Machine learning has revolutionized the way we solve complex problems, from natural language processing to image recognition. However, one major obstacle that machine learning practitioners face is the high cost of data labeling, which is often necessary to train models effectively. Fortunately, weak supervision has emerged as a powerful solution to this problem. In this article, we will explore the three types of weak supervision and the techniques used in each of them.
An example of the influence of unlabeled data in weakly supervised learning. Source
The three types of weak supervision:
- Incomplete supervision - only a small subset of training data are given with labels whereas the other data remain unlabeled;
- Inexact supervision - only coarse-grained labels are given;
- Inaccurate supervision - the given labels are not always ground-truth.
Let’s dive deeper into each type of supervision and the techniques used to tackle them.
Incomplete supervision
Active learning and semi-supervised learning are two major techniques used in incomplete supervision. Active learning assumes that there is an “oracle,” such as a human expert, that can be queried to obtain ground-truth labels. On the other hand, semi-supervised learning attempts to exploit unlabeled data in addition to labeled data to improve learning performance, without any human intervention.
The main goal in active learning is to minimize the number of queries to reduce the cost of training. This issue could be approached by trying to selects the most valuable unlabeled instance to query using two criteria: informativeness and representativeness. Informativeness refers to how well an unlabeled instance helps reduce the uncertainty of a statistical model, while representativeness refers to how well an instance helps represent the structure of input patterns.
In semi-supervised learning, no human expert is involved, and the algorithm tries to explore the data using unsupervised methods like cluster and manifold assumptions. Both assumptions believe that similar data points should have similar outputs.
Somewhere in between these two methods, there is another one which mixes both approaches. There are labeling functions that are given by experts. These functions will cover some parts of the data points. Using these labeled data points, we can train a probabilistic model to label the other uncovered cases. Solutions like Snorkel by Stanford, skweak for NLP and ASTRA by Microsoft uses that approach.
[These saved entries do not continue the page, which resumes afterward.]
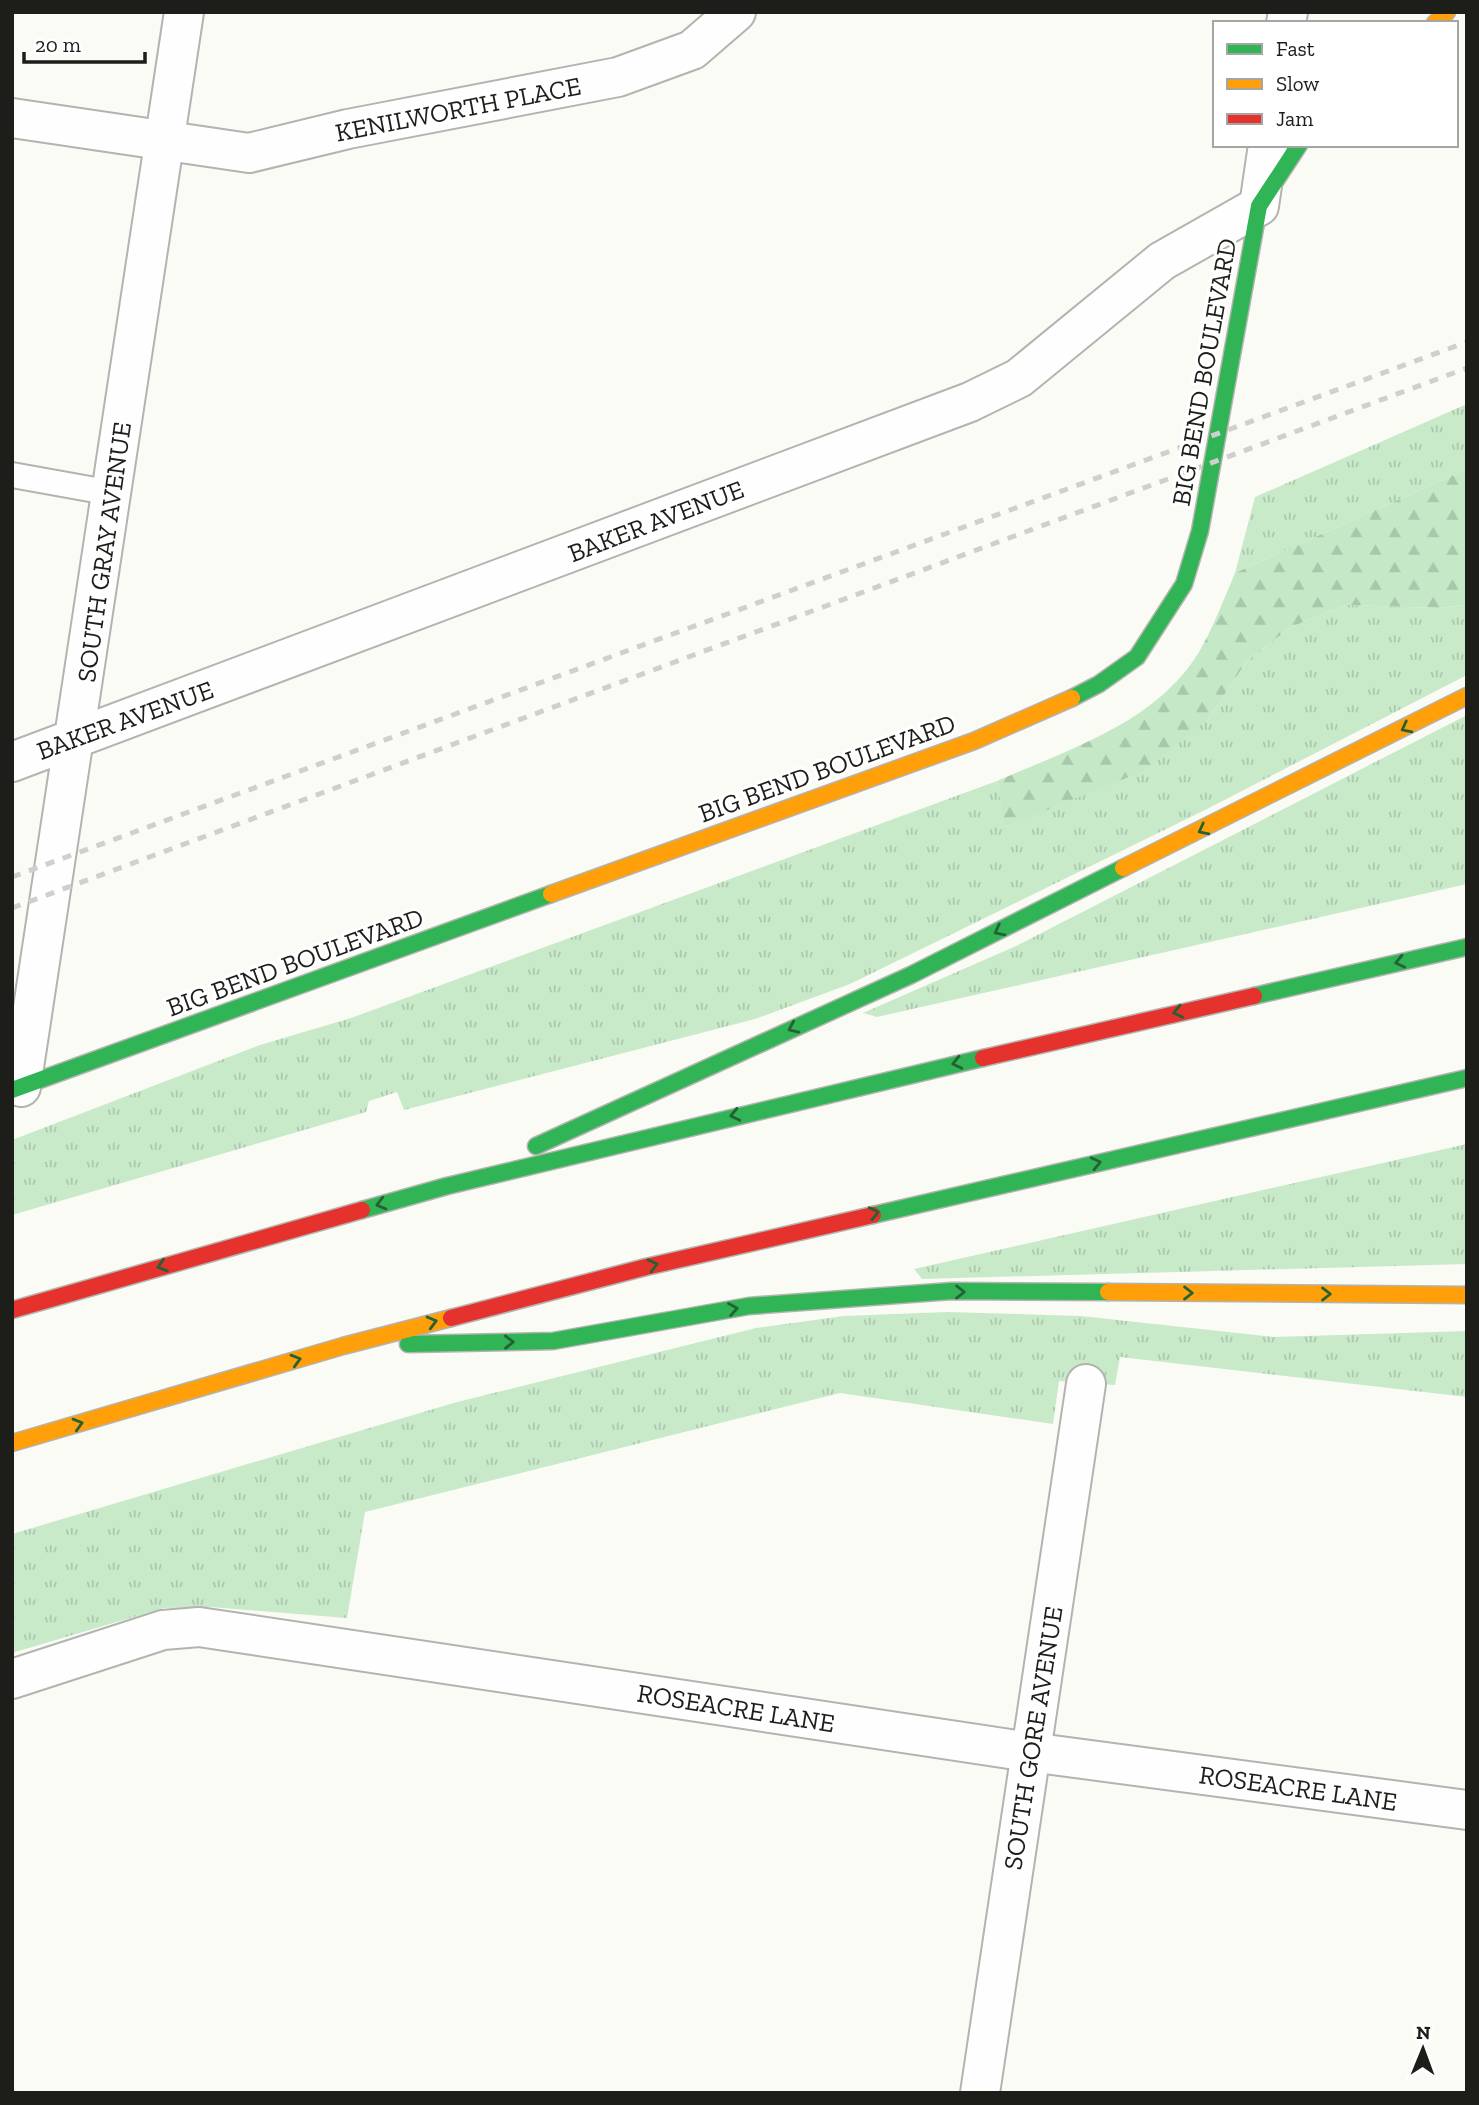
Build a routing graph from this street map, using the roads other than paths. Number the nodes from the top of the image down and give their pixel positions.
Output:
1 (184, 12) edge
2 (732, 14) edge
3 (12, 118) edge
4 (164, 140) junction
5 (1268, 147) edge
6 (1297, 147) edge
7 (1259, 206) junction
8 (12, 475) edge
9 (112, 494) junction
10 (1467, 696) edge
11 (76, 740) junction
12 (12, 762) edge
13 (1467, 947) edge
14 (1467, 1077) edge
15 (17, 1089) edge
16 (447, 1186) junction
17 (1467, 1295) edge
18 (12, 1310) edge
19 (343, 1346) junction
20 (1086, 1384) dead end
21 (12, 1443) edge
22 (12, 1678) edge
23 (1030, 1752) junction
24 (1467, 1810) edge
25 (980, 2093) edge

1 - 4 street, SOUTH GRAY AVENUE
2 - 4 street, KENILWORTH PLACE
3 - 4 street, KENILWORTH PLACE
4 - 9 street, SOUTH GRAY AVENUE
5 - 7 street
6 - 7 main road, BIG BEND BOULEVARD
7 - 11 street, BAKER AVENUE
7 - 15 main road, BIG BEND BOULEVARD
8 - 9 lane
9 - 11 street, SOUTH GRAY AVENUE
10 -> 16 main road
11 - 12 street, BAKER AVENUE
11 - 15 street, SOUTH GRAY AVENUE
13 -> 16 main road
19 -> 14 main road
16 -> 18 main road
19 -> 17 main road
21 -> 19 main road
20 - 23 street, SOUTH GORE AVENUE
22 - 23 street, ROSEACRE LANE
23 - 24 street, ROSEACRE LANE
23 - 25 street, SOUTH GORE AVENUE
It is worth mentioning that although the learning performance is expected to be improved by exploiting unlabeled data, in some cases the performance may become worse after semi-supervised learning. The exploitation of unlabeled data naturally leads to more than one model option, and inadequate choice may lead to poor performance. The fundamental strategy to make semi-supervised learning “safer” is to optimize the worst-case performance among the options, possibly by incorporating ensemble mechanisms.
Inexact supervision
Multi-instance learning is the main approach used in inexact supervision. In multi-instance learning, a set of data points (bag) is positive if some subset of a bag is also positive. The goal of multi-instance learning is to predict labels for unseen bags. This type of supervision is commonly used in applications like drug discovery and medical image analysis.
Inaccurate supervision
The basic idea of inaccurate supervision is to identify potentially mislabeled examples and make corrections. This can be achieved using voting strategies or clustering methods to find outliers. By identifying and correcting mislabeled examples, we can improve the quality of the training data and, consequently, the accuracy of the models.
Conclusion
Weak supervision has emerged as a powerful solution to the high cost of data labeling. In practice, the solution usually involves a mixture of all three types of supervision.